Punk feminists can too be ladies

Ladyfest is anything but demure and prim

FRANKLY, MY DEAR. Skarlet O'Hara brings their acoustic show to Ladyfest along with many other musicians and performers. Credit: Mike Perriccioli

Don’t let the name fool you.



Ladyfest Toronto will be anything but demure and prim. Instead the weekend-long, all-ages event, featuring spoken word and musical performances, DIY workshops and an arts bazaar, promises to be the Michigan Womyn’s Music Festival for the Bust generation – two jam-packed days of radical young feminist networking, socializing, dancing and baking.



“First of all,” says Ladyfest organizer Shannon Mitchell, “It’s a showcase for the talents of local women. And it’s for a good cause. All the proceeds are going to Interval House, a shelter for abused women and children. So it’s an all-around way to support women. We want the people who come to Ladyfest to leave here inspired – to start their own band, or to organize an event of their own.”



Mitchell and her two fellow organizers Amy Sampson and Cheryl Steele were inspired themselves when they attended the first Ladyfest in Olympia, Washington in 2000. Held only once, that original event has spawned dozens of similar festivals around the world – the website www.ladyfest.org offers event planning tips – all sharing a spirit of grassroots punk feminist sisterhood.

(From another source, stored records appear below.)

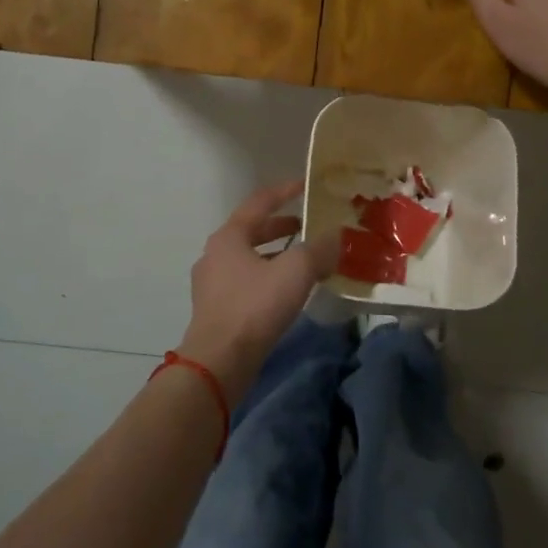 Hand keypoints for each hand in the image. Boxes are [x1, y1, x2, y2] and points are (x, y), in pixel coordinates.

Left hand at [178, 180, 337, 402]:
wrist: (219, 361)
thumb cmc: (255, 306)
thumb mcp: (296, 271)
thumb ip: (319, 249)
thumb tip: (336, 237)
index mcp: (229, 236)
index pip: (260, 202)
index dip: (285, 191)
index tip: (307, 185)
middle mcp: (215, 254)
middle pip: (252, 231)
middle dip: (281, 227)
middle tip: (308, 226)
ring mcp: (212, 283)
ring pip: (249, 258)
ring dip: (275, 255)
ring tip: (302, 260)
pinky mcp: (216, 309)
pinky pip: (246, 282)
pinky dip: (268, 278)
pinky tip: (287, 292) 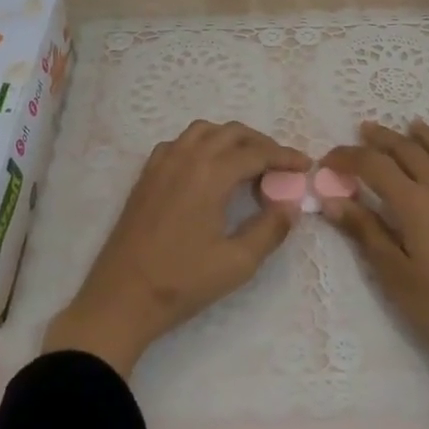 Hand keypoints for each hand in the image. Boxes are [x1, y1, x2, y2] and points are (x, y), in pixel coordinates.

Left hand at [43, 121, 309, 377]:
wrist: (122, 297)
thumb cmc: (182, 281)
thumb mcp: (237, 262)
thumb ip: (270, 229)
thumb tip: (290, 205)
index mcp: (210, 174)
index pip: (256, 153)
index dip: (285, 157)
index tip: (306, 165)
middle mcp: (186, 157)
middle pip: (231, 132)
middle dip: (261, 143)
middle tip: (281, 165)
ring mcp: (162, 163)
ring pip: (203, 131)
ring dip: (230, 138)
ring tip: (247, 161)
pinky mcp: (146, 175)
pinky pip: (179, 143)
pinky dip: (202, 145)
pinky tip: (207, 168)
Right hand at [323, 120, 428, 428]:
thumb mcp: (394, 274)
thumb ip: (365, 231)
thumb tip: (332, 199)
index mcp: (415, 204)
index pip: (375, 167)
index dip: (349, 158)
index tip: (329, 159)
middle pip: (410, 153)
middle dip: (384, 139)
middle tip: (365, 129)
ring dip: (426, 138)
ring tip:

The Toronto Ladyfest is in its second year and this year’s line-up of performers includes Skarlet O’Hara, The Plath, Squad 416 Radical Cheerleaders, Mariko Tamaki, LAL, Rocket Tits, Trish Salah and Caroline Azar. Meanwhile, the workshops run the gamut from fat activism and culture jamming to alternative menstrual products/ politics and silkscreening.



Siue Moffat, a “continually unemployed, but always working” Toronto activist, will be leading a vegan baking workshop. “A lot of women are going vegan and thinking they have to give things up,” she says. “This is not so. I’m all for indulging.” She adds that she’s hoping “to meet some smart sassy grrrls who’ll share their skills, confidence and inspiration – and eat some vegan key lime pie.”



Ottawa-based musician Jennifer Jane Whiteford is a Ladyfest veteran. She helped organize Ladyfest Ottawa in July and her all-girl punk band Sophomore Level Psychology will be performing at Ladyfest East in New York in September.



In Toronto, she’ll be performing her solo acoustic “feministy country” show. “It’s nice to bring country music to people who like punk,” Whiteford says, “because country and folk music were originally performed with the same political intentions as punk music. All of them are ‘music of the people.’ It’s nice to remind people who might be cynical that country music isn’t all just like LeAnn Rimes.”



She adds that the appeal of an event like Ladyfest is that it “allows women to meet and interact with women who are a lot like ourselves. It is important for us to have fun and feel like we’re not alone before we go back to doing the hard work. I’m most looking forward to hanging out with my best friend’s little sister Lauren. She’s the coolest teenager in the world. She’s very politically informed and very out as a radical feminist in her high school, which isn’t really a hotbed of feminist activity┬ů. It’s great to see young women getting politicized and it makes me happy to see them find a community.”